John watched his wife come running into the kitchen from the garden. She looked at him and exclaimed "Snake, I saw a snake in the garden. It was a large green one."
He had seen a snake too. This one was in his bedroom yesterday afternoon. It was between his wife's legs, Must be a different snake because it wasn't green. He never suspected a thing and had been in a state of limbo since.
"I don't know where it came from" But you have to do something about it" she said excitedly stated. "What kind of snake do you think it is?"

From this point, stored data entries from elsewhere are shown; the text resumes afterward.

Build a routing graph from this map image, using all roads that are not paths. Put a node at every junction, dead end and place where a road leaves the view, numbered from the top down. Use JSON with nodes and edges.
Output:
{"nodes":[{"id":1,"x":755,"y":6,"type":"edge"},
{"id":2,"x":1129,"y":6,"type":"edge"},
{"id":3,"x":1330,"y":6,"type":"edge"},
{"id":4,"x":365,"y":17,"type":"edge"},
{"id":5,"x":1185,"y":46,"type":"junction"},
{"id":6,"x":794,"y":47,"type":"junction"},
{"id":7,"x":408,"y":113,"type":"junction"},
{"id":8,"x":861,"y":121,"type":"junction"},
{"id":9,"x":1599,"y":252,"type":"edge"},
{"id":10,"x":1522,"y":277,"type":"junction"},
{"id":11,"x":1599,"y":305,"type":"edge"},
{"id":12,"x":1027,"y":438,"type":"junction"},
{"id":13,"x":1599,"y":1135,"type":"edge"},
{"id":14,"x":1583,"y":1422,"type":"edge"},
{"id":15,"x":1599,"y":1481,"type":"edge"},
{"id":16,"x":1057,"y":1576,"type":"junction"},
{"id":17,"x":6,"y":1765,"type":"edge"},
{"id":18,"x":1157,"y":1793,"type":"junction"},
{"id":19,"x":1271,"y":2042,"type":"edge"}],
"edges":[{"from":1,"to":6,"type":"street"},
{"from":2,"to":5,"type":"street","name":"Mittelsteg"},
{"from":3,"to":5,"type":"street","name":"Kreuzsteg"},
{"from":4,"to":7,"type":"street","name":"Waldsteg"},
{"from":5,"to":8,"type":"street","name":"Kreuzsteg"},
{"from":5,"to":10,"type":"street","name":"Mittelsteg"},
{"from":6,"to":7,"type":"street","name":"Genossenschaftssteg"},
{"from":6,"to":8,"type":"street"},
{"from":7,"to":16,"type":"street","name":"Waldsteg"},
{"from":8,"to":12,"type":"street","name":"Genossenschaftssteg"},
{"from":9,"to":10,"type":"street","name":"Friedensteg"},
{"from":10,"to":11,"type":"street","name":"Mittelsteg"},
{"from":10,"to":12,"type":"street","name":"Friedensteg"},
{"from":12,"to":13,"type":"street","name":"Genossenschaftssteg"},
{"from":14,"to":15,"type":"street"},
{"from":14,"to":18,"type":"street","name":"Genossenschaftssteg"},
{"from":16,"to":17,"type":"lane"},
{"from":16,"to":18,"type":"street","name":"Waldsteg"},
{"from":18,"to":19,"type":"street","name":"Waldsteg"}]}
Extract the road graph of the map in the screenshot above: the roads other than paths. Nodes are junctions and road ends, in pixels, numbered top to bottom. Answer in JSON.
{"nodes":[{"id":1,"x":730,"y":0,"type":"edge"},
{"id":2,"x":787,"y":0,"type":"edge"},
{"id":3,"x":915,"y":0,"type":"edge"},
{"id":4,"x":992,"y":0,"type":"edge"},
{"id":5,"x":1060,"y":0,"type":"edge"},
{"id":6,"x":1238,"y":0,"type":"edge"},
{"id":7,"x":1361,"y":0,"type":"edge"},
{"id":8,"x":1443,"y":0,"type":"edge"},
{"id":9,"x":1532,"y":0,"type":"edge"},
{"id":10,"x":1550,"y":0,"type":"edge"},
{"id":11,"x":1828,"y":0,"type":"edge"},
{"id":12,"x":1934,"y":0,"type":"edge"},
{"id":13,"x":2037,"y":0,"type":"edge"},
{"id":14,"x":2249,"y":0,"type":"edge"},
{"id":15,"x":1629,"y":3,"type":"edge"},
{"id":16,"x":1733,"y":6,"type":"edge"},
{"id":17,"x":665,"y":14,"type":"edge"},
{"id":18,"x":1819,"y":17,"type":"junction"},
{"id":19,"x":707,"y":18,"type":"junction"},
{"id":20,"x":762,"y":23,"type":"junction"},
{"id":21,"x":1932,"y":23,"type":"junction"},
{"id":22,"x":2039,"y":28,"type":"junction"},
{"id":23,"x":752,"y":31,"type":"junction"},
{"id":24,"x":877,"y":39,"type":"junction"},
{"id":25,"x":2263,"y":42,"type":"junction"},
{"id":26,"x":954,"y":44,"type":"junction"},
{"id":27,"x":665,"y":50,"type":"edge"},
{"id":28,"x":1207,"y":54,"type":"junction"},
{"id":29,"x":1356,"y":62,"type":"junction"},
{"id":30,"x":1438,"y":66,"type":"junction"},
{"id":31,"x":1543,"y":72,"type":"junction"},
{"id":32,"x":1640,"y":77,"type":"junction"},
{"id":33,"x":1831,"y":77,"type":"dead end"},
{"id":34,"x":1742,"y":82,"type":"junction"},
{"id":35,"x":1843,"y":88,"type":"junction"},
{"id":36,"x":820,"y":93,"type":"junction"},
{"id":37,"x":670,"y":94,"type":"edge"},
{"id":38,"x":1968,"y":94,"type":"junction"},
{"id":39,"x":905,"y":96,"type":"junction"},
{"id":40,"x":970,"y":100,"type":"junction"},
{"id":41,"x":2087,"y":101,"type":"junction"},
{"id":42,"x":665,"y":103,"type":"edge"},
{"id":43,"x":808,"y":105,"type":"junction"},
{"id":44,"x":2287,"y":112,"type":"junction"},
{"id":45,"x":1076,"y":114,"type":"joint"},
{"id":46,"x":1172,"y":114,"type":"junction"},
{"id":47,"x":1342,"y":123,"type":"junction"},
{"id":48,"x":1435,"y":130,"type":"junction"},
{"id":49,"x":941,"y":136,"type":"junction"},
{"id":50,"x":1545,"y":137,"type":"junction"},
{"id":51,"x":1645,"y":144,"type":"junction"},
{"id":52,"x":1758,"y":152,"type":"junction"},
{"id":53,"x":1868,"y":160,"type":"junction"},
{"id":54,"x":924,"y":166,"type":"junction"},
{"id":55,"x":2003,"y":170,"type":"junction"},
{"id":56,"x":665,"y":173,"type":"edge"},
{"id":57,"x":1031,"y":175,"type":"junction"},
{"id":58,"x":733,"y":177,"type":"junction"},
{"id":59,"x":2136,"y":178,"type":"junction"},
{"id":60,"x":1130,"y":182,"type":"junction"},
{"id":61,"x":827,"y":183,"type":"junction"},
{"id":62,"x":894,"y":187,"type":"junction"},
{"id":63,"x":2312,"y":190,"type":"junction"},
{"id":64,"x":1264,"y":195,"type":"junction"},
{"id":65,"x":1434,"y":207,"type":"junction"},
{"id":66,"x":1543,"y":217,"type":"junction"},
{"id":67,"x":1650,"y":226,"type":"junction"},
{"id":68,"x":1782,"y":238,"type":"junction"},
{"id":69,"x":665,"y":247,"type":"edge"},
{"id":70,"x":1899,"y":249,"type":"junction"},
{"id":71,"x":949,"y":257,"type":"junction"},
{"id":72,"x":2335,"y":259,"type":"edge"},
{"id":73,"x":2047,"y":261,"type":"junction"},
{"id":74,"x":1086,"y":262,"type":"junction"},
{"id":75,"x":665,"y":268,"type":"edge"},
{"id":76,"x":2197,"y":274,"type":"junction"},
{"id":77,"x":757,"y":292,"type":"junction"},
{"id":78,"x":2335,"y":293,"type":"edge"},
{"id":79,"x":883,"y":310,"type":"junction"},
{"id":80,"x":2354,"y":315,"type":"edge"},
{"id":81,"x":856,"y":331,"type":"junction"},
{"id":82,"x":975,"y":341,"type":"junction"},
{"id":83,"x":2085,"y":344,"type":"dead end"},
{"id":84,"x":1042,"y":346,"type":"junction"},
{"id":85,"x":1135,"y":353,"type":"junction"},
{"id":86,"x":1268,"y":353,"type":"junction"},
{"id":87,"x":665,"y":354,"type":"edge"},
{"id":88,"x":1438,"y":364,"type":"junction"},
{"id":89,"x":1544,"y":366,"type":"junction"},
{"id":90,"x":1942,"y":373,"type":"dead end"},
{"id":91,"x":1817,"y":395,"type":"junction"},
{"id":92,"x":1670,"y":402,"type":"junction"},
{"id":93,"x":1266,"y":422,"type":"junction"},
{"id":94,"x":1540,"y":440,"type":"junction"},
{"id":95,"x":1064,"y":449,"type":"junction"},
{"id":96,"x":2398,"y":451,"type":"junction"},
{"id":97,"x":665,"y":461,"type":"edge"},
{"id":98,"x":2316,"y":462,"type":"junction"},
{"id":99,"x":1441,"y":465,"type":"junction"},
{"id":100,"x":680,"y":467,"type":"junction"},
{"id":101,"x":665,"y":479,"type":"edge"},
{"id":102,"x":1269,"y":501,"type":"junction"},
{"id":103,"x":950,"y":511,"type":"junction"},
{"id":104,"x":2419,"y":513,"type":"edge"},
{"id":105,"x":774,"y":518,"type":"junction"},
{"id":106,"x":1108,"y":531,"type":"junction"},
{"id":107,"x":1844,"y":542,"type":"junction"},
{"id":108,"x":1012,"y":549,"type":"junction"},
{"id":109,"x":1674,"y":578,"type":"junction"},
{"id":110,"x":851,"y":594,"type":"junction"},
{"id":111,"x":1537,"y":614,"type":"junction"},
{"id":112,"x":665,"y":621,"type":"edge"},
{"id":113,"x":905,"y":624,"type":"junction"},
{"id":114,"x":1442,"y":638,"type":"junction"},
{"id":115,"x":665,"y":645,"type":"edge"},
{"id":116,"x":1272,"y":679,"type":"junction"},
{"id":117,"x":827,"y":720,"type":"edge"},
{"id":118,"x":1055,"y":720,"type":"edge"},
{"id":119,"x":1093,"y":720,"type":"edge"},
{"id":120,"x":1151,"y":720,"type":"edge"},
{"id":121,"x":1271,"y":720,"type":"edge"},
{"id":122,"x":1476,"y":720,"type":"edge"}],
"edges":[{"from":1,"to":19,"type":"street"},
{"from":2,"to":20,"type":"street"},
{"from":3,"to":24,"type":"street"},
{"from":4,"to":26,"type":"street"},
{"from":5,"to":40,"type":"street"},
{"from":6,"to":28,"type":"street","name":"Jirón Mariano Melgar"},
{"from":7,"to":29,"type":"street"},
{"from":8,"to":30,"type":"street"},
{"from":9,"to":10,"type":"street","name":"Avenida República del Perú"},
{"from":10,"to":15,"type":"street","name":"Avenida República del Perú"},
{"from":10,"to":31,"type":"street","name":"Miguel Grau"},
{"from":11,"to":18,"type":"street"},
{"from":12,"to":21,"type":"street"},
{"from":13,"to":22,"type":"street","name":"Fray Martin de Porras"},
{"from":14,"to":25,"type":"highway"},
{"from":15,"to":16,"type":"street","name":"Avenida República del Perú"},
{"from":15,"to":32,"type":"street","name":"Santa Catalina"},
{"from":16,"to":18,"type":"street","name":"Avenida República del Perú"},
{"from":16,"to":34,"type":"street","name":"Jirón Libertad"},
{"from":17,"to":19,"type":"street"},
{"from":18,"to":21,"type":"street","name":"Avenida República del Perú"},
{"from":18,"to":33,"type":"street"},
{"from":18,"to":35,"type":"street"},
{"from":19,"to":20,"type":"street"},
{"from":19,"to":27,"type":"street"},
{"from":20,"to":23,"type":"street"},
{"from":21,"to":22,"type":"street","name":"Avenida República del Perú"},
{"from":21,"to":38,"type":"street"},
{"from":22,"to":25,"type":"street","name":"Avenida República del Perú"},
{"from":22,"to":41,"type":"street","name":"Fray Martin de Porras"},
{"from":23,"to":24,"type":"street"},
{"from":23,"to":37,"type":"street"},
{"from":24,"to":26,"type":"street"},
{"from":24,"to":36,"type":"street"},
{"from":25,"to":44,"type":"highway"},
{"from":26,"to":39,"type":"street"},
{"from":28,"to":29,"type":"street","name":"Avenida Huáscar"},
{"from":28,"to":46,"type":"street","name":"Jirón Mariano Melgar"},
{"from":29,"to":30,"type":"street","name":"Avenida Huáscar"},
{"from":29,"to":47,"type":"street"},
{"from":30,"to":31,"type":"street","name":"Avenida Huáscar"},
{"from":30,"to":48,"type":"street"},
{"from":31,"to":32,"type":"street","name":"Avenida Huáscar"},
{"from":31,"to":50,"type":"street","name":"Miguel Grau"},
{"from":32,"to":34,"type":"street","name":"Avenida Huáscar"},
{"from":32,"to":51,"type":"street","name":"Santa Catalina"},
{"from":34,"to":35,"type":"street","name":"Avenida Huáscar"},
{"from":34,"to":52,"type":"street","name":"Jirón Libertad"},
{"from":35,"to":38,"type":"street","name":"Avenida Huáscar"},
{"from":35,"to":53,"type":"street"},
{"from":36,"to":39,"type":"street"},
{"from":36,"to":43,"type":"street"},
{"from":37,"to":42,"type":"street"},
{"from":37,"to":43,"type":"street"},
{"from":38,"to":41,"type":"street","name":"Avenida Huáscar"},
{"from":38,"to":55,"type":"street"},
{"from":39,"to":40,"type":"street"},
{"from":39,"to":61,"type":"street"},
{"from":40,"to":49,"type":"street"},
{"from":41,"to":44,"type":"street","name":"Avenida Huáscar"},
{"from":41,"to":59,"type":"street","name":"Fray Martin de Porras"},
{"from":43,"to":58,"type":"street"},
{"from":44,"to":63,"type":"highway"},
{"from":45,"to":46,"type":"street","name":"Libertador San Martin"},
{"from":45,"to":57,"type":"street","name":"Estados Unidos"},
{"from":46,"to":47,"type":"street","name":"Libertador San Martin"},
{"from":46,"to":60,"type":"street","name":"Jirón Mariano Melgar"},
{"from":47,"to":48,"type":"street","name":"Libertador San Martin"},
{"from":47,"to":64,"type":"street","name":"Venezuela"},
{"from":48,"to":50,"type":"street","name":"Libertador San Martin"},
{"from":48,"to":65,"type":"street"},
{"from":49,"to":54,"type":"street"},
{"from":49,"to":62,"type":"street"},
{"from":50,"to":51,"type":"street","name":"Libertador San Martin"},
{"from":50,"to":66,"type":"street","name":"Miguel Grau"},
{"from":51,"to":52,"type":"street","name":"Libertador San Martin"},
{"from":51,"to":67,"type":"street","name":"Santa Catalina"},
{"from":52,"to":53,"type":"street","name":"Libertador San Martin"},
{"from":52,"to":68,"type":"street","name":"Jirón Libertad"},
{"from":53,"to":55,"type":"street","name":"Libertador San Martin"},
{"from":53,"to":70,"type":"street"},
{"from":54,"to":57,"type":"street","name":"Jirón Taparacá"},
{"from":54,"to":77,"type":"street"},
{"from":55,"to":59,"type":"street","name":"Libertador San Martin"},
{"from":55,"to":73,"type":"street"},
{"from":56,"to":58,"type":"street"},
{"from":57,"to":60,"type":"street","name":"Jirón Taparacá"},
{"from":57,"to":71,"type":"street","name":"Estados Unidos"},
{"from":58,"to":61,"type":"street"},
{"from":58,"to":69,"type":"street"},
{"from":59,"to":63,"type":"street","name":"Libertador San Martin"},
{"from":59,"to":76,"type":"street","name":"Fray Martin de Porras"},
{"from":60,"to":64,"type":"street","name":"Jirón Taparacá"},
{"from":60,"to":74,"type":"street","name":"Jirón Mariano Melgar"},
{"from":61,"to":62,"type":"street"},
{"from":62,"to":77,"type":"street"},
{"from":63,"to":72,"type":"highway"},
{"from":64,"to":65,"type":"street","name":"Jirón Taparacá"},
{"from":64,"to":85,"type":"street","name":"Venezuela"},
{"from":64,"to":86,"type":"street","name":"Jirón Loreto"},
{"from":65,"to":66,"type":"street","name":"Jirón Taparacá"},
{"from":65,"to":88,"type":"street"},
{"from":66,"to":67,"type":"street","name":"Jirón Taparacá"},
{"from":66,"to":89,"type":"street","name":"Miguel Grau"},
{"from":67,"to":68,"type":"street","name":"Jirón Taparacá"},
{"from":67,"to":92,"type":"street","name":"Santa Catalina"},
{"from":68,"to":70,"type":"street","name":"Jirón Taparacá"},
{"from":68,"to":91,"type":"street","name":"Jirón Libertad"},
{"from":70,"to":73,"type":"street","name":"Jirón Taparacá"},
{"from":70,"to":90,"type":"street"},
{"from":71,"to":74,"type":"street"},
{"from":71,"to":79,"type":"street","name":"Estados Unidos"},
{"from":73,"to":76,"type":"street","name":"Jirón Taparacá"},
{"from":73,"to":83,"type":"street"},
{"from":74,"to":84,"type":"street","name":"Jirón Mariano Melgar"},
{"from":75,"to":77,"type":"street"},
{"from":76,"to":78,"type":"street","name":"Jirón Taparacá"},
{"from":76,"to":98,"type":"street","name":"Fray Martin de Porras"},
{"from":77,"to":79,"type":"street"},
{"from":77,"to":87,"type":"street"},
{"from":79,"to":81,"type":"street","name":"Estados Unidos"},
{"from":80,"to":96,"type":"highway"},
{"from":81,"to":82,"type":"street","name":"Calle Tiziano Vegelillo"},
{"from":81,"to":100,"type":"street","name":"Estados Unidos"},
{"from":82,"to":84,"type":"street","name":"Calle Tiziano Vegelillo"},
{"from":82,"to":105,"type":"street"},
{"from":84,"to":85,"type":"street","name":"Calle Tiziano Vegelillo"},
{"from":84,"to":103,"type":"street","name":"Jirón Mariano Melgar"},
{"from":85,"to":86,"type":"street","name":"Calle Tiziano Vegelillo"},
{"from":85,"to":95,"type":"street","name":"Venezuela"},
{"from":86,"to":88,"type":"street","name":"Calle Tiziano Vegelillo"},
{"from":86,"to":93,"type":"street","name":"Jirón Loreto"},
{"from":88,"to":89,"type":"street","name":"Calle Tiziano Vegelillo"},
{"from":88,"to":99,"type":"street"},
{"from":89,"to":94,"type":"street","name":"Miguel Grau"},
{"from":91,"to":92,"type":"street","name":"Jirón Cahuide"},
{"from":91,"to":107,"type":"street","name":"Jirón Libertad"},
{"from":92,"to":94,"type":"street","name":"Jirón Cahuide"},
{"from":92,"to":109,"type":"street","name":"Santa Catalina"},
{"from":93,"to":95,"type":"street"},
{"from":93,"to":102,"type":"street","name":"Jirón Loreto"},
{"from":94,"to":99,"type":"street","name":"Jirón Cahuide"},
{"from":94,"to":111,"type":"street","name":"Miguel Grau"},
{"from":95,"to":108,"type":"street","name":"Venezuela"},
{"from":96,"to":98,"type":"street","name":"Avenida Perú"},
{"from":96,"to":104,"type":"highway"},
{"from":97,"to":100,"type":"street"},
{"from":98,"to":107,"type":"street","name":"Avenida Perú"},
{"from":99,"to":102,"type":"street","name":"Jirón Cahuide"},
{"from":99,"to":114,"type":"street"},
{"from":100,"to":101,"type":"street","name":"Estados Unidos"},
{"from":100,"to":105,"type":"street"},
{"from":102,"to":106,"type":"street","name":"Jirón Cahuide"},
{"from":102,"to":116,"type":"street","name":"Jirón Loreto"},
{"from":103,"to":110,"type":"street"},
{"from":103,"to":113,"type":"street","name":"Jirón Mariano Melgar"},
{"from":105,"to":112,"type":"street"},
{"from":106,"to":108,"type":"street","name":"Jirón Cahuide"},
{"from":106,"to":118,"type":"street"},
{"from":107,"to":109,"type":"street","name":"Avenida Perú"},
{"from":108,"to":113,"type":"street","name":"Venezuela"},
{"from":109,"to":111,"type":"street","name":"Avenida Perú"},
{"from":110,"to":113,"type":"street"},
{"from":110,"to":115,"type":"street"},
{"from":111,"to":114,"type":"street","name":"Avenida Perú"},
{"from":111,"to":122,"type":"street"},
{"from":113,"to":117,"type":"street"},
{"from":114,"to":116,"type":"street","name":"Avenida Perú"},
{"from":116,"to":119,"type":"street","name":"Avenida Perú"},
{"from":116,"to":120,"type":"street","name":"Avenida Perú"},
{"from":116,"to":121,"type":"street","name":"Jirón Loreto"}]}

He knew where the snake came from. It lived 3 houses down the street. It used to be a good friend but now seemed to be a wife stealing son of a bitch type of snake. He agreed with his wife, he had to do something about this snake.
He didn't know what to do but thought maybe his wife had some ideas.
He asked her "Do you want me to try and trap it?"
She looked at him with that look. Married men know the look. "You cannot trap a snake it can slither under anything and get away."
"I'll get some poison then" he said.
"You're not putting poison in my garden. Innocent animals could get hurt" she said exasperated at his lack of knowledge.
She's right, he has kids he thought to himself. "Do you think we could scare it away?" he asked.
She sighed and told him "Snakes are territorial. Once they claim an area they will not leave."
"You have to kill it." Keep an eye out for it and kill it the next time it comes back" his wife said with a tone of superiority.
"How can I kill it?" John asked.
"Take a shovel to its head" she said. "Use the long handled shovel in the shed. That way you don't have to get too close."
Well John had to hand it to his wife. Maybe he should start listening to her more often. "I will keep an eye out for the snake and get rid of it the next time it comes into the yard "He told her. "You knew exactly what to do. Have you had a lot of experience with snakes?"
His wife beamed with the rare compliment from her husband. "I have run into a few over the years. They can be a real pain in the butt."